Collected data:
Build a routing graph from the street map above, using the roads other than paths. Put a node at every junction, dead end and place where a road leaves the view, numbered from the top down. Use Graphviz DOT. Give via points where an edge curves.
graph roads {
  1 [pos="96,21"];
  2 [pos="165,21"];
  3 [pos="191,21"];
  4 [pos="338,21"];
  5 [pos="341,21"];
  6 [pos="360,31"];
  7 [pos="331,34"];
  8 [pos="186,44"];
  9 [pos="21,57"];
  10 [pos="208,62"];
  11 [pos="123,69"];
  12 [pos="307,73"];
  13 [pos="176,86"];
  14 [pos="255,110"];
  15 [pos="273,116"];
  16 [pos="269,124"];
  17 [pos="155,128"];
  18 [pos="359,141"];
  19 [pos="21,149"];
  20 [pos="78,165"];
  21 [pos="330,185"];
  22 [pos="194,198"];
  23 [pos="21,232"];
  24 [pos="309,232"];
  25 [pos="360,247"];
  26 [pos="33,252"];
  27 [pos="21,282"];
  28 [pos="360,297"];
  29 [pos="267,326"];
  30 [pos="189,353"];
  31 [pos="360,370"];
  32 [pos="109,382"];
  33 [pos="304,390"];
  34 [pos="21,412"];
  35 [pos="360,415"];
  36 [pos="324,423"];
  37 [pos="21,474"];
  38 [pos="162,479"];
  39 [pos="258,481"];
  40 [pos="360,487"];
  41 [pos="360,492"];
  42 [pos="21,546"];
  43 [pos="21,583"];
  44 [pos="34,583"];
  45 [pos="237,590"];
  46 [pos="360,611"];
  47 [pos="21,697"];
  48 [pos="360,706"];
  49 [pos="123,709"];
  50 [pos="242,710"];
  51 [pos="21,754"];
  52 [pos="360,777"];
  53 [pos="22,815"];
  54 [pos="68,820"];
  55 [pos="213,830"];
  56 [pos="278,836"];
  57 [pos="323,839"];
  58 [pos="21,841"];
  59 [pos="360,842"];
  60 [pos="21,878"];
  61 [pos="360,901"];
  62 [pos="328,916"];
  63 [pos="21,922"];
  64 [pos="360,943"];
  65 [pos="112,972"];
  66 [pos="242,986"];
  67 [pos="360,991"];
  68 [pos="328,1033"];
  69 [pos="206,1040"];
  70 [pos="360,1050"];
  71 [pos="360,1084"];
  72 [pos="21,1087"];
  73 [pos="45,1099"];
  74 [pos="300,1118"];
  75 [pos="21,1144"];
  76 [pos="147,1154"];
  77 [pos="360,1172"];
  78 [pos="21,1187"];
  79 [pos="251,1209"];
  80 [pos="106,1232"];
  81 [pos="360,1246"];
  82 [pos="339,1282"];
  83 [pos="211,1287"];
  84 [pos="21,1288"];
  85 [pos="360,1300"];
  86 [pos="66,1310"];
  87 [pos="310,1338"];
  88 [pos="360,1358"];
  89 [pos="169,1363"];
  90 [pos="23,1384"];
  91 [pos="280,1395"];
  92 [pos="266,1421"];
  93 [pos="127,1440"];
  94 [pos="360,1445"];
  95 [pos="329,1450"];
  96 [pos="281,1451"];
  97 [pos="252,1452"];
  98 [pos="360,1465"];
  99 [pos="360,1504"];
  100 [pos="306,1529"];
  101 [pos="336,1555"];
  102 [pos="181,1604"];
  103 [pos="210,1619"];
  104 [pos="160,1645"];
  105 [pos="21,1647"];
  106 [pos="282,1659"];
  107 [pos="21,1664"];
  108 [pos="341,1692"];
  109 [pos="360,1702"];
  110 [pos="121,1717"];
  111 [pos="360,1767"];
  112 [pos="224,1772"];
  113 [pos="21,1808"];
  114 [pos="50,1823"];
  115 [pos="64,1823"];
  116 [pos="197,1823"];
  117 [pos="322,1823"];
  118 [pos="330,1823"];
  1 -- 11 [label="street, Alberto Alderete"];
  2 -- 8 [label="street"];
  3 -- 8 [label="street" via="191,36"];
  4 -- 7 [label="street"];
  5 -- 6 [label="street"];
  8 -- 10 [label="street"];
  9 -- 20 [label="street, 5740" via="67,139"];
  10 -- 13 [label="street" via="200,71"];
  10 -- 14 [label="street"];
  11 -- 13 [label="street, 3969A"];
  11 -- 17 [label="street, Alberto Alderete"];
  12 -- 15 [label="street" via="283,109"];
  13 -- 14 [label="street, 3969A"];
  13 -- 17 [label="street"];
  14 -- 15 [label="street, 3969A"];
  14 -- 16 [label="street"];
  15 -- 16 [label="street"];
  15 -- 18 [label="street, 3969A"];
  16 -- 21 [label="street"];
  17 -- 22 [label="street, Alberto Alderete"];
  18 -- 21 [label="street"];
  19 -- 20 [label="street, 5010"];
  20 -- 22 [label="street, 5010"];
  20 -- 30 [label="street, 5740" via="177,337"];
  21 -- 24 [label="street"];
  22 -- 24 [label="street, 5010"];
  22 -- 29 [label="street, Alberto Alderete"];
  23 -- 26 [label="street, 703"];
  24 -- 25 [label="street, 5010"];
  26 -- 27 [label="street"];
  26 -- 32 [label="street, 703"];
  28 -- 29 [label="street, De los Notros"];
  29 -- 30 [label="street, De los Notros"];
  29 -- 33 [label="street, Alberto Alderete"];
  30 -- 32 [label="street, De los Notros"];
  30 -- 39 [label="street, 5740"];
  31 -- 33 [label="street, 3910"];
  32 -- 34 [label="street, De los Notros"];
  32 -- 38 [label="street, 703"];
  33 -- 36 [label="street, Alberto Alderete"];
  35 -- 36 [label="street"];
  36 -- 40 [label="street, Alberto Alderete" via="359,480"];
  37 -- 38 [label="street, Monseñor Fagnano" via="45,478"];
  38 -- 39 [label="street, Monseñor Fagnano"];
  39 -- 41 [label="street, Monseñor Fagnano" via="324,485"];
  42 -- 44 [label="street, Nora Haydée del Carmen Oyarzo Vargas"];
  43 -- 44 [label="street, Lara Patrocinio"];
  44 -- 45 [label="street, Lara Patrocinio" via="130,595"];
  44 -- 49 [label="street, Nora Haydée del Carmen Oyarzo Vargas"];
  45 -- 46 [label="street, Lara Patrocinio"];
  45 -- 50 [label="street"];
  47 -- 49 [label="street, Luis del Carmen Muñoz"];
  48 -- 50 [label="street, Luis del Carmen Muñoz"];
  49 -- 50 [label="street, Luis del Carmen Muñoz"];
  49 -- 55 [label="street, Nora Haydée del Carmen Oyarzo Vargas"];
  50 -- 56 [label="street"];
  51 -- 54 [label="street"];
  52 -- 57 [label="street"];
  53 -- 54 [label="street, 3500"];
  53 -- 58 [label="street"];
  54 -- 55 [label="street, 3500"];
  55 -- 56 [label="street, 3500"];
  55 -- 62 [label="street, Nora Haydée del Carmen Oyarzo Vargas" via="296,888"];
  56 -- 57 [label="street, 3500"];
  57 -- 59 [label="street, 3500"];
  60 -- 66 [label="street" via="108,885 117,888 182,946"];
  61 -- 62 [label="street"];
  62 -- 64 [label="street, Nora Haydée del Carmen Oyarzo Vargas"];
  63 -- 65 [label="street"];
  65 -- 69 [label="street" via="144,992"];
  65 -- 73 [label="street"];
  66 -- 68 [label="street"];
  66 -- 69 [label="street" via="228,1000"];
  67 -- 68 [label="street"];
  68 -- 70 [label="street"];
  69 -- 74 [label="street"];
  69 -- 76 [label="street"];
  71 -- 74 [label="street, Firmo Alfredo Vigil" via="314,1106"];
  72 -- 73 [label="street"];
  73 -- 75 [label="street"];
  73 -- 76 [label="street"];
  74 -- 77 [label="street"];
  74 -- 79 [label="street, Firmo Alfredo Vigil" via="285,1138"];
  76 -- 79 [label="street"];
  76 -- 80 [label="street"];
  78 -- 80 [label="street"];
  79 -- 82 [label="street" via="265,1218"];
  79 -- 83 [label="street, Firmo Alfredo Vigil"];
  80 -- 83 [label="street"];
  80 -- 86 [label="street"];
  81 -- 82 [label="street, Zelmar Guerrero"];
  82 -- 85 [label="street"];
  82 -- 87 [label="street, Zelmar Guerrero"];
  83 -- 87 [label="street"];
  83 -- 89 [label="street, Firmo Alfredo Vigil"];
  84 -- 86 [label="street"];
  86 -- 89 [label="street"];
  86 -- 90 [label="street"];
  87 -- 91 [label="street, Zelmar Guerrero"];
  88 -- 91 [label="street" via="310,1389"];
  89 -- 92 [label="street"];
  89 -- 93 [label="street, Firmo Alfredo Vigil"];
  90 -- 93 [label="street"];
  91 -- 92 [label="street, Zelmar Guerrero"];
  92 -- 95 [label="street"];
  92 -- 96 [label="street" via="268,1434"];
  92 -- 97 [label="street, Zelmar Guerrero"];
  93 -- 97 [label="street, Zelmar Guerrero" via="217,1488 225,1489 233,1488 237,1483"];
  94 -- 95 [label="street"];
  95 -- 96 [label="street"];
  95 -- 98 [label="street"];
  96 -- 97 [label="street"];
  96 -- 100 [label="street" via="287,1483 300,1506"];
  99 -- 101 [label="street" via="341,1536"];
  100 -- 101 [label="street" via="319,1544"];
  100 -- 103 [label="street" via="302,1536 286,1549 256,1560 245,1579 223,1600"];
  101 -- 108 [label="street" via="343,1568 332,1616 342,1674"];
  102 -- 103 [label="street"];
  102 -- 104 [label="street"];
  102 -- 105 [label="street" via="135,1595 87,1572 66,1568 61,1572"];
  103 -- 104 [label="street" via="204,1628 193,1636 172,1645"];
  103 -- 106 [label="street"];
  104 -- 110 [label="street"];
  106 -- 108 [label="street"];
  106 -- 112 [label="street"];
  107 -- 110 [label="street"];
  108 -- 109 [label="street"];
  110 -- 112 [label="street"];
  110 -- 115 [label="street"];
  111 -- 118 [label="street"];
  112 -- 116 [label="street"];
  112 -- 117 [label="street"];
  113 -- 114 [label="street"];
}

### TASK
Before answering, check every line of the records for the string "Patrocinio", then state how many lines have it, with the number only.

### ANSWER FOR THIS EXERCISE
3